Do octopuses dream like humans?
Cephalopods are probably the most intelligent invertebrates: they hunt, play and also seem to be able to dream like us
Octopuses, cuttlefish, and squids are cephalopods. The name, cephalopods, derives from the union of two Greek words, kefale and pus, which would illustratively indicate that it is an animal whose feet emerge from its head. Despite being grouped within the large group of mollusks, with snails and with mussels and scallops, cephalopods are animals we consider intelligent. Have you never seen a horror movie showing a giant mussel hunting people, but it is likely that you have heard of a giant squid watching us from the ocean depths. In fact, evidence was recently found that, in the age of dinosaurs, giant marine cephalopods almost 20 meters long, predators as large as trucks, existed. It has taken time to find these remains, because, having soft bodies, the trace in the fossil record is difficult to find and confirm.
Perhaps you also remember
the funny anecdote of an octopus named Paul, an inhabitant of an aquarium in a German city, who was consulted about the result of the 2010 Football World Cup matches and who correctly predicted which team would win in 100% of the matches in which the German team participated. Obviously, Paul did not have the power of divination, but it is true that, for more than a century, with experiments carried out at the marine zoological station of Naples, clear evidence has been found that cephalopods have short-term memory and can even learn. There are videos from aquariums showing how these animals can play with others of the same species, throwing sand, algae, and objects at each other.
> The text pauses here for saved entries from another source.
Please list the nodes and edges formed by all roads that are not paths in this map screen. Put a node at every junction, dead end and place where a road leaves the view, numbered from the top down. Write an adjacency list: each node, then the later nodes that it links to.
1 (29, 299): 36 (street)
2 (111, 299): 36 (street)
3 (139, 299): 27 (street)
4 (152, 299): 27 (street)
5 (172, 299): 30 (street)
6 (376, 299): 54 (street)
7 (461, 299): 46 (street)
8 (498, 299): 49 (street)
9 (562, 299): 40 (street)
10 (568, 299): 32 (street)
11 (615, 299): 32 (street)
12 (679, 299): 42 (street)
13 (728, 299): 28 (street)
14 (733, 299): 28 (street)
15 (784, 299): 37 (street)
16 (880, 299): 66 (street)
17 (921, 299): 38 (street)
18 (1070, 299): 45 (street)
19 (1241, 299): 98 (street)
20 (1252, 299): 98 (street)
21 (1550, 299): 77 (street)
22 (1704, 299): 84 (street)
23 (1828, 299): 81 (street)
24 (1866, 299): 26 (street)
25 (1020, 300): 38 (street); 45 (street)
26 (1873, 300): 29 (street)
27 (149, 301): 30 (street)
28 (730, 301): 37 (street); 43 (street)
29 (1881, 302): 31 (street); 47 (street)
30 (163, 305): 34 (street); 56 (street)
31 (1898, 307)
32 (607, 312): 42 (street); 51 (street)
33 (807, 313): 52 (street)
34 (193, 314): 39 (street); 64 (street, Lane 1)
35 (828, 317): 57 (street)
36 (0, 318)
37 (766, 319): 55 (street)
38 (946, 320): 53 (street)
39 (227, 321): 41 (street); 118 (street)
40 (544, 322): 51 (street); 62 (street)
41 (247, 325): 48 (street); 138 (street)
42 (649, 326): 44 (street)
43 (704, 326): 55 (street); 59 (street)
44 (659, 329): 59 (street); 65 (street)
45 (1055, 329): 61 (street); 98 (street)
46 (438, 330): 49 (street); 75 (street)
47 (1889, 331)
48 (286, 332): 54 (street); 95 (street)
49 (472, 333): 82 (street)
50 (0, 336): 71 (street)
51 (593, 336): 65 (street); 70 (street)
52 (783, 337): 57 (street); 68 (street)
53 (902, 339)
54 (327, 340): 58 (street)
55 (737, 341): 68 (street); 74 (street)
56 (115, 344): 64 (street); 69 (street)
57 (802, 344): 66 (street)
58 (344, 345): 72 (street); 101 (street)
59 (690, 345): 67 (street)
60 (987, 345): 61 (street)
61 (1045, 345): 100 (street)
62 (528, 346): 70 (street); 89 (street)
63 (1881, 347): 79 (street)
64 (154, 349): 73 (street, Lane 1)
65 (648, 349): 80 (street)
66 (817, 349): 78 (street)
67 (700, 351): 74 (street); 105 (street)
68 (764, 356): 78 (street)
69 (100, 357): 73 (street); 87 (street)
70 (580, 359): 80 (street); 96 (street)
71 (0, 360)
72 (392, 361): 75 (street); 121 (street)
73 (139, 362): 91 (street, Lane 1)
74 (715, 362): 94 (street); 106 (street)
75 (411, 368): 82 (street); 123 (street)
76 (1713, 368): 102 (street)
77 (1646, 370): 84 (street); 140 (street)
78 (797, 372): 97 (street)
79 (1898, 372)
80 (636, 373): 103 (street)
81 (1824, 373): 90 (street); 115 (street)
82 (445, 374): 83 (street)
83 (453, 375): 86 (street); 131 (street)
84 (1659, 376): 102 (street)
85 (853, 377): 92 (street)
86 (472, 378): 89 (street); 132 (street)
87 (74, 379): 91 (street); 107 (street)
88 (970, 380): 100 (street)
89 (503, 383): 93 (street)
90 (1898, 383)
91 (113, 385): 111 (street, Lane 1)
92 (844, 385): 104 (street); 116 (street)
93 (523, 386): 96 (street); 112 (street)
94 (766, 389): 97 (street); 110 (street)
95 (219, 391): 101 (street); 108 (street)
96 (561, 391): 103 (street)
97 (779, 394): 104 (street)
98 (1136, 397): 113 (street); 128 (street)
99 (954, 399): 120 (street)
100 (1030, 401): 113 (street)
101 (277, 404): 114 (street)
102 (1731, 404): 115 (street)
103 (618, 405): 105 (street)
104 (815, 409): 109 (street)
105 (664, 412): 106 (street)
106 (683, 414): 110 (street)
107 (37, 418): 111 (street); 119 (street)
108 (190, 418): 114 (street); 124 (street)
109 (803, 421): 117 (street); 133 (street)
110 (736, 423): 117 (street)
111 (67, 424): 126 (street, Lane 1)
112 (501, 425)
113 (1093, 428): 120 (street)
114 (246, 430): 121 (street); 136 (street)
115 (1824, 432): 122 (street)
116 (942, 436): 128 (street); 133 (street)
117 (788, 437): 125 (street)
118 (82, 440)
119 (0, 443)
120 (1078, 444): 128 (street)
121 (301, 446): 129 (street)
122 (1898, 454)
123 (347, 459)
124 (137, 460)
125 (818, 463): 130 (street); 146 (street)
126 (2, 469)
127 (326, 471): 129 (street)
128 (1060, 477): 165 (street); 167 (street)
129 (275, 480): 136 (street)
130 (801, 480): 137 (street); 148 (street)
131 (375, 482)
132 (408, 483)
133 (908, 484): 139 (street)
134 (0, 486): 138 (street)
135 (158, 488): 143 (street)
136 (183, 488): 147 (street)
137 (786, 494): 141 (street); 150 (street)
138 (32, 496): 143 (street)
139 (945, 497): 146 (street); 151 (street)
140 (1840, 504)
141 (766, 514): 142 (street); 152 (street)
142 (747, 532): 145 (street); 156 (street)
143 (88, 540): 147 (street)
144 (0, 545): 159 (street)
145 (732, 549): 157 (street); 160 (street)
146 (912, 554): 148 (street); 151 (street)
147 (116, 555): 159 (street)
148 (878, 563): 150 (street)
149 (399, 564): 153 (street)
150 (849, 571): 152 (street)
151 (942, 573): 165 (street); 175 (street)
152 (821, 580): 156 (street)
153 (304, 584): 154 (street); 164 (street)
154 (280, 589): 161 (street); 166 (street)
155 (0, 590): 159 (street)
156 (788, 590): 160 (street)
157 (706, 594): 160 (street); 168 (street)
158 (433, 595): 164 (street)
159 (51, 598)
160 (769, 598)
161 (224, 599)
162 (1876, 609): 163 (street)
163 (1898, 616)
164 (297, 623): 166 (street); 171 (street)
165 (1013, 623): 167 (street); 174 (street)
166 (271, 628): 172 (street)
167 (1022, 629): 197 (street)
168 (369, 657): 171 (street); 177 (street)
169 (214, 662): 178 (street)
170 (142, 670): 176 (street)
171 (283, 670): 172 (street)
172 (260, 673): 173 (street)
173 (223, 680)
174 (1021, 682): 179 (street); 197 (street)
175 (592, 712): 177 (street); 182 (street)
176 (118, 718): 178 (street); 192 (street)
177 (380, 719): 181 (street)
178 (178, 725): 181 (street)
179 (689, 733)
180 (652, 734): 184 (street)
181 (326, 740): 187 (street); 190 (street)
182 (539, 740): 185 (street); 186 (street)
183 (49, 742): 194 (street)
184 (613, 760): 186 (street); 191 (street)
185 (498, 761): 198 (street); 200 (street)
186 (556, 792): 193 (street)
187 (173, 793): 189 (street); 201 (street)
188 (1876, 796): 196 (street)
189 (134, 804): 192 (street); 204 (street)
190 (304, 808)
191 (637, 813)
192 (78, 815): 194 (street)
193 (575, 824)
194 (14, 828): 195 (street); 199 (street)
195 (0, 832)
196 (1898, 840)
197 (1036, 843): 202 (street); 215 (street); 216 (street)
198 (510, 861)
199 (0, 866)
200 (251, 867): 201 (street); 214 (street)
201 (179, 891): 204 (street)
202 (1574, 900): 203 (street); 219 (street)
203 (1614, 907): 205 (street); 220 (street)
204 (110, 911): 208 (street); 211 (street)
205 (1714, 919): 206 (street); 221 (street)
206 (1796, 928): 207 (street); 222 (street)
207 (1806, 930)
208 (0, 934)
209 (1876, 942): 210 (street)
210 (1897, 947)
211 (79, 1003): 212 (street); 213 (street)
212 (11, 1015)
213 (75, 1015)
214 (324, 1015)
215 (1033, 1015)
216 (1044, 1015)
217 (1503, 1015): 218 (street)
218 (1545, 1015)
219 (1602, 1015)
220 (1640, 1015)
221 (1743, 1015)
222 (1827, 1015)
Thus, it is not surprising that in many European countries, such as Spain, scientific research on cephalopods is bioethically regulated, precisely because they are considered intelligent animals and care must be taken with experimental procedures, for example, to avoid causing them any unnecessary pain. They are the only invertebrate animals that have this special consideration, along with all vertebrates, among which are mammals, such as mice and laboratory rats.
Dreaming in colors
If we look at the anatomy of octopuses, they are indeed different from us. What we consider their head, for example, would be equivalent to our torso, as it is where the three hearts (one main and two secondary) and the digestive, renal, and reproductive systems reside. The part where they have their eyes and the beak that covers their mouth would be equivalent to our head, as their brain residesthere, which are ganglia that surround their esophagus and connect to their eyes. Their nervous system is relatively decentralized: each arm has its own ganglia, right at the base, which form a circle among themselves and are responsible for movement and the perception of movement and touch. In some species, there is even regeneration of the arm or suckers.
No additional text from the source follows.